Generally speaking, there are two solutions to this problem. The first is to use rewrite, but the disadvantage of this method is obvious, which is to convert PATH_INFO to Query String. This method is not explained here ~
And the second method is what I'm going to talk about today, simulating PATH_INFO:
First, we know that in Nginx, it is the extension matching of the file name that determines whether or not to be given to the php cgi server for interpretation
location ~ .php$ {
fastcgi_index index.php;
fastcgi_pass 127.0.0.1:9000;
include fastcgi_params;
So, to form such as/laruence/info php/pathinfo such file path, Nginx is not correct to php cgi server. So we need to rewrite this section configured to:
location ~ .php {// Fragments matching
fastcgi_index index.php;
fastcgi_pass 127.0.0.1:9000;
include fastcgi_params;
The script path is now in PHP's hands. How do you increase PATH_INFO?

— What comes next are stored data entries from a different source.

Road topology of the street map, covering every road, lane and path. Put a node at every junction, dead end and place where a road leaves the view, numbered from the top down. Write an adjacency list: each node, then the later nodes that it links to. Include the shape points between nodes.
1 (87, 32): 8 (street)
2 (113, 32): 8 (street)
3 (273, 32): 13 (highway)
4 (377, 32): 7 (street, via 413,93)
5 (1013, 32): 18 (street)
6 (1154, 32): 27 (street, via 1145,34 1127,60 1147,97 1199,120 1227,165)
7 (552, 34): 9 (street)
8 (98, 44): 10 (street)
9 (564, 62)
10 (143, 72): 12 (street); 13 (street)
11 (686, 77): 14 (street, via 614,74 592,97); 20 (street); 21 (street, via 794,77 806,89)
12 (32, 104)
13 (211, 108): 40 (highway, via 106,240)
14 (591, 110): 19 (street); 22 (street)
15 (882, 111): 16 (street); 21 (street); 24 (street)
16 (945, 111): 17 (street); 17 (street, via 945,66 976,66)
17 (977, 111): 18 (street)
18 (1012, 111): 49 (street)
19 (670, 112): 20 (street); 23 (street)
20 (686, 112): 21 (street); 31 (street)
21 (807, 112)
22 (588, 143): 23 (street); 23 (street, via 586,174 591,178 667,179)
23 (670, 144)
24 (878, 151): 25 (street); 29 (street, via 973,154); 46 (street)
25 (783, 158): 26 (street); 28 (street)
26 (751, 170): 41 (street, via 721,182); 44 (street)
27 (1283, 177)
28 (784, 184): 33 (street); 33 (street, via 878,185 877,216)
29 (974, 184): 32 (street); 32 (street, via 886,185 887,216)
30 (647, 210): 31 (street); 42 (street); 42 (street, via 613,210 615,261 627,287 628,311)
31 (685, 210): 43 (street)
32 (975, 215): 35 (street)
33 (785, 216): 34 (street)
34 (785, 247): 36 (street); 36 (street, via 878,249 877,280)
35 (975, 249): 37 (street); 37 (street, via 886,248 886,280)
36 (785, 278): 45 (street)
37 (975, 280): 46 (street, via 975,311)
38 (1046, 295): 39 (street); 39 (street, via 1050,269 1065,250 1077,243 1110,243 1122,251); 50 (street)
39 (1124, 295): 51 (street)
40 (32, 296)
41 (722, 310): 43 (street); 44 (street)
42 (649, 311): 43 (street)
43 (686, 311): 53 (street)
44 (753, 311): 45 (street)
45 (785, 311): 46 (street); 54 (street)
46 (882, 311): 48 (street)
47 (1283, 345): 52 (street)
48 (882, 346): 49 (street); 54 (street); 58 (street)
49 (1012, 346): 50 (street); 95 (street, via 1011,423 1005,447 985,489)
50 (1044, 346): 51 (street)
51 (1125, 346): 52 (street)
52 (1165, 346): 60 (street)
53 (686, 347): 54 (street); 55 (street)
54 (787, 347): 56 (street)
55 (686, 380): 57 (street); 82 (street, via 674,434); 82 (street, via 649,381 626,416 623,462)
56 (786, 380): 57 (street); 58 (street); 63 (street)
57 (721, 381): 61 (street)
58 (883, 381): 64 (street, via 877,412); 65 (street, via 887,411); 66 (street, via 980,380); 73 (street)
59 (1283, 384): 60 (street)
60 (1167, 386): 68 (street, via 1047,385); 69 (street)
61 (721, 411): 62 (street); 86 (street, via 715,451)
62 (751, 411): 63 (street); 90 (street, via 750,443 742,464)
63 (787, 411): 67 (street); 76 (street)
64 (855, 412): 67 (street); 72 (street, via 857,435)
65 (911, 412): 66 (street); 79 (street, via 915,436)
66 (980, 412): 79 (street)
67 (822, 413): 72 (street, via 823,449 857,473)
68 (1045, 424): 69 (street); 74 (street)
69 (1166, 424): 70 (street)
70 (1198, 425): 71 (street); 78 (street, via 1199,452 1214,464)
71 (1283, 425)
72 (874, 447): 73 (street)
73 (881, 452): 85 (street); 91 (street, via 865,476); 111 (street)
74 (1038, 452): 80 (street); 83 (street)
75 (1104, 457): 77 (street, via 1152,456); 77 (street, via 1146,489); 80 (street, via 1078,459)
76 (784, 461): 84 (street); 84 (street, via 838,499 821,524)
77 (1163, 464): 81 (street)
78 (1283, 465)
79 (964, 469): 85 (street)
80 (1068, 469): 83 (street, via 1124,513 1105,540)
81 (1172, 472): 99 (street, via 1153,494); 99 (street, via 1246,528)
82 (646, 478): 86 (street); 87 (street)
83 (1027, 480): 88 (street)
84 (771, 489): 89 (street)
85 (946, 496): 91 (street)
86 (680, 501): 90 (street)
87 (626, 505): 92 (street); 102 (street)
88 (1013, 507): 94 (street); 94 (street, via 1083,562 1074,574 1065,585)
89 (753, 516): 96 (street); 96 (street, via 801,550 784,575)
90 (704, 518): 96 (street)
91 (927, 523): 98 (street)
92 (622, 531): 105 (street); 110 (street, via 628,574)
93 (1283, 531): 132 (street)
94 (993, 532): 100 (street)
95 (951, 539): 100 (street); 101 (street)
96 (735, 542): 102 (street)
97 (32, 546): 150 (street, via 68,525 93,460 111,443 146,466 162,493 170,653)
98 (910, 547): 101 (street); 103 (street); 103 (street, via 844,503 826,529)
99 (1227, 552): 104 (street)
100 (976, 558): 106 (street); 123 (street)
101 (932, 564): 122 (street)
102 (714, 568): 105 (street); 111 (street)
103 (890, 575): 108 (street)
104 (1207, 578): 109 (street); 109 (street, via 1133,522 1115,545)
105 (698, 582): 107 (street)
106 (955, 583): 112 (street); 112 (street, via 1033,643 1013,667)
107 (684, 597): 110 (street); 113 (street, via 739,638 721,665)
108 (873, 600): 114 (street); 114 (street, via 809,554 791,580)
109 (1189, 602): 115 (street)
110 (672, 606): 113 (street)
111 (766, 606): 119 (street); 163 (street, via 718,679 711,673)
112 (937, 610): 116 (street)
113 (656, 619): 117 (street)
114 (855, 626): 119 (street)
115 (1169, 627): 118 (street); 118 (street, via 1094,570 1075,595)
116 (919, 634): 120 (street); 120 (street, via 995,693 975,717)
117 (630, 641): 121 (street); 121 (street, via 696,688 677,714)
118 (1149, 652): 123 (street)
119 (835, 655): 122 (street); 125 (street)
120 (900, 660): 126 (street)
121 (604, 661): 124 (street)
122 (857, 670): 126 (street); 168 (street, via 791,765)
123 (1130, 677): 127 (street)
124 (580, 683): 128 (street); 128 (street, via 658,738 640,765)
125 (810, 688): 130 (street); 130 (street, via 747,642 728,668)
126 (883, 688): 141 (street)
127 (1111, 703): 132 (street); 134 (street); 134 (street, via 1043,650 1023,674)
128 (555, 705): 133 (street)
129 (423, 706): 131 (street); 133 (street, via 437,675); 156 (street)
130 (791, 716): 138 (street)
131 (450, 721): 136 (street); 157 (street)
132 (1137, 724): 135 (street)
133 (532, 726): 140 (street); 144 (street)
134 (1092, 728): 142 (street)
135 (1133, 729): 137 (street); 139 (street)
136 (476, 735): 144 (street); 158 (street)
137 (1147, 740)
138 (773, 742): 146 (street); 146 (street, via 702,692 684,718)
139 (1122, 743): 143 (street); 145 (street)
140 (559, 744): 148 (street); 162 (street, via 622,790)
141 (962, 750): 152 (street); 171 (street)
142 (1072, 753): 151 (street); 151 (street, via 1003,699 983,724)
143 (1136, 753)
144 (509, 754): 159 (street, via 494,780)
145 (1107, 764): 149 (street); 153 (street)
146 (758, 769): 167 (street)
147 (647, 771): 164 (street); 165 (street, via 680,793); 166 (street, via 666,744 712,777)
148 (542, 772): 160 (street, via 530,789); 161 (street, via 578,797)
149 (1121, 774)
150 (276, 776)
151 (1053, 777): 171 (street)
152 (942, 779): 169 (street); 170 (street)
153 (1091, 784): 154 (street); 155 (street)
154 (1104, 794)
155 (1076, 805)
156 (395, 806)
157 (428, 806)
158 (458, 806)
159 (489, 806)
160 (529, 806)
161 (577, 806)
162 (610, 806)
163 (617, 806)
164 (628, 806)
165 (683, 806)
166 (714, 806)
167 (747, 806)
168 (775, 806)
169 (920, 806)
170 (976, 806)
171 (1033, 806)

First, we need to open the cgi.fix_pathinfo configuration item in PHP. After opening this configuration item, PHP will check the access script and PATH_INFO(ini configuration explanation) in SCRIPT_FILENAME according to CGI specification, and modify PATH_INFO(and PATH_TRANSLATED) for the correct value according to SCRIPT_NAME. PHP's initial support for CGI 1.1 was not in place
Then, just add an FASTCGI_PARAM item:
location ~ .php {
fastcgi_index index.php;
fastcgi_pass 127.0.0.1:9000;
include fastcgi_params;
fastcgi_param PATH_INFO $fastcgi_script_name;
Try it now...
btw: of course, the solution above is to leave the path analysis to PHP, and some friends on the Internet have given another configuration method, which is to analyze the path by Nginx (which does not need fix_pathinfo):
location ~ \.php
{
fastcgi_index index.php;
fastcgi_pass 127.0.0.1:9000;
include fastcgi_params;
set $path_info "";
set $real_script_name $fastcgi_script_name;
if ($fastcgi_script_name ~ "^(.+?\.php)(/.+)$") {
set $real_script_name $1;
set $path_info $2;
}
fastcgi_param SCRIPT_FILENAME /var/html/$real_script_name;
fastcgi_param SCRIPT_NAME $real_script_name;
fastcgi_param PATH_INFO $path_info;
Postscript, the recent discovery of a security breach (Nginx + PHP CGI a possible security breach) with this configuration, please be sure to use the second configuration, closed cgi. fix_pathinfo. In addition I personally think about the hole this and Nginx do not have what relation, which does not belong to Nginx holes. Is a configuration problem, now say Nginx Bug everywhere, wrong wrong.